State lawmakers representing southern Brooklyn for the most part either sidestepped or took a swipe at Gov. David Paterson’s “State of the State” address, in which he set forth sweeping proposals to root out political corruption in state government.
Paterson’s proposals include setting up a system of public campaign financing similar to the one in New York City with matching funds.
Under Paterson’s proposal, lobbyists would be limited to contributions no larger than $250 and corporate contributions would be banned entirely.
The maximum contribution for any candidate for state office, including the governor, would fall from $55,900 to $1,000.
Paterson also proposed term limits to all state office holders. This includes the governor, lieutenant governor, attorney general, and comptroller to two four-year terms each, and members of the legislature to six two-year terms.
Paterson also wants to set a single independent ethics commission in Albany charged with enforcing the state’s ethics and campaign finance laws.
The new commission would have the legal authority to refer criminal and civil cases to the attorney general.
Currently, the attorney general has limited jurisdiction over political corruption cases.
Sen. Marty Golden (R-Bay Ridge, Marine Park, Gerritsen Beach) said Paterson’s call for reform was a smokescreen to take away from the state’s real problems.
“People need honest reform but they also need jobs and more opportunity,” said Golden. “The governor was well-intended, but he has to keep spending down. There’s a real hopelessness the state. I don’t see the economy coming back. People are worried about their jobs.”
Golden said everyone would like there to be some campaign finance laws in place on the state level and that he has always favored term limits.
Sen. Carl Kruger (D-Sheepshead Bay, Brighton Beach), who serves as the chair of the senate’s powerful finance committee, said he has to give the reform measures in Paterson’s speech further thought and would get back to the newspaper about it.
Assembly member Peter Abbate (D-Bath Beach, Bensonhurst, Borough Park, Dyker Heights) said Paterson’s reforms don’t amount to a hill of beans.
“We are already doing (reform) bills that will take care of everything. Whatever he talked about is already being worked on and will be voted on in the next week or soon after,” said Abbate, noting that Paterson did not propose any specific bills toward ethics reform or campaign finance.
Abbate, who has been in the assembly for 24 years, said he is against term limits.
Sen. John Sampson (D-Canarsie), the senate’s Democratic Conference leader, said he understands New Yorkers’ anger, but is more about working on solutions than rhetoric concerning ethics reform.
“The people want statesmen to fix our problems, not politicians who ascribe blame without offering a solution. For decades, the Senate spent, borrowed, and taxed New York into fiscal crisis, and now millions of families have reached their breaking point, unable to survive more of the same old pass-the-buck politics,” said Sampson.

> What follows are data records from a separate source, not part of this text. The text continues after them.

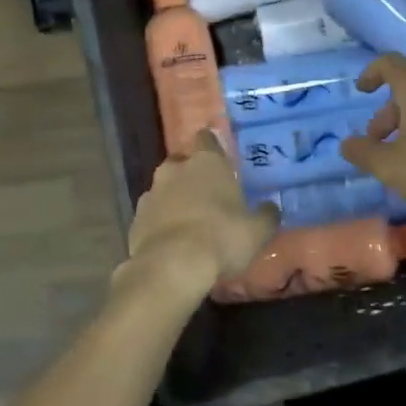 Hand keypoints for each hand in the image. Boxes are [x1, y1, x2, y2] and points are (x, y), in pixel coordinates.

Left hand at [121, 131, 278, 302]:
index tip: (220, 159)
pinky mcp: (135, 219)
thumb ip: (265, 215)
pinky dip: (160, 222)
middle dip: (191, 173)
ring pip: (164, 188)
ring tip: (189, 221)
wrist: (171, 267)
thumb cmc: (221, 238)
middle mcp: (175, 169)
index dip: (212, 146)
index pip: (206, 138)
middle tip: (207, 194)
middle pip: (182, 162)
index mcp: (206, 162)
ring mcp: (151, 193)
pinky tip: (172, 241)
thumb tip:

“Throughout our first year in the Majority, we transformed the Senate into a more bipartisan and functional chamber, tackled shady public authorities, and built a new tier in the retirement system to save taxpayers billions,” he added.
Among the Brooklyn lawmakers who appreciated the speech was freshman Sen. Daniel Squadron (D- Brooklyn Heights, Carroll Gardens)
“I’ve been pushing ethics reform like crazy since I got in office,” said Squadron, adding his goal remains to pass a law that increases the independence of an ethics commission that includes enforcement and disclosure.
Squadron said in general he is against term limits, but understands the frustration that would lead to such a suggestion where several state lawmakers have been in office over 20 years.
“There are a lot of proposals for reform and now the key is not to have proposals, but to have them become laws,” said Squadron. “I’d like it to be first thing we do (in session) this year.”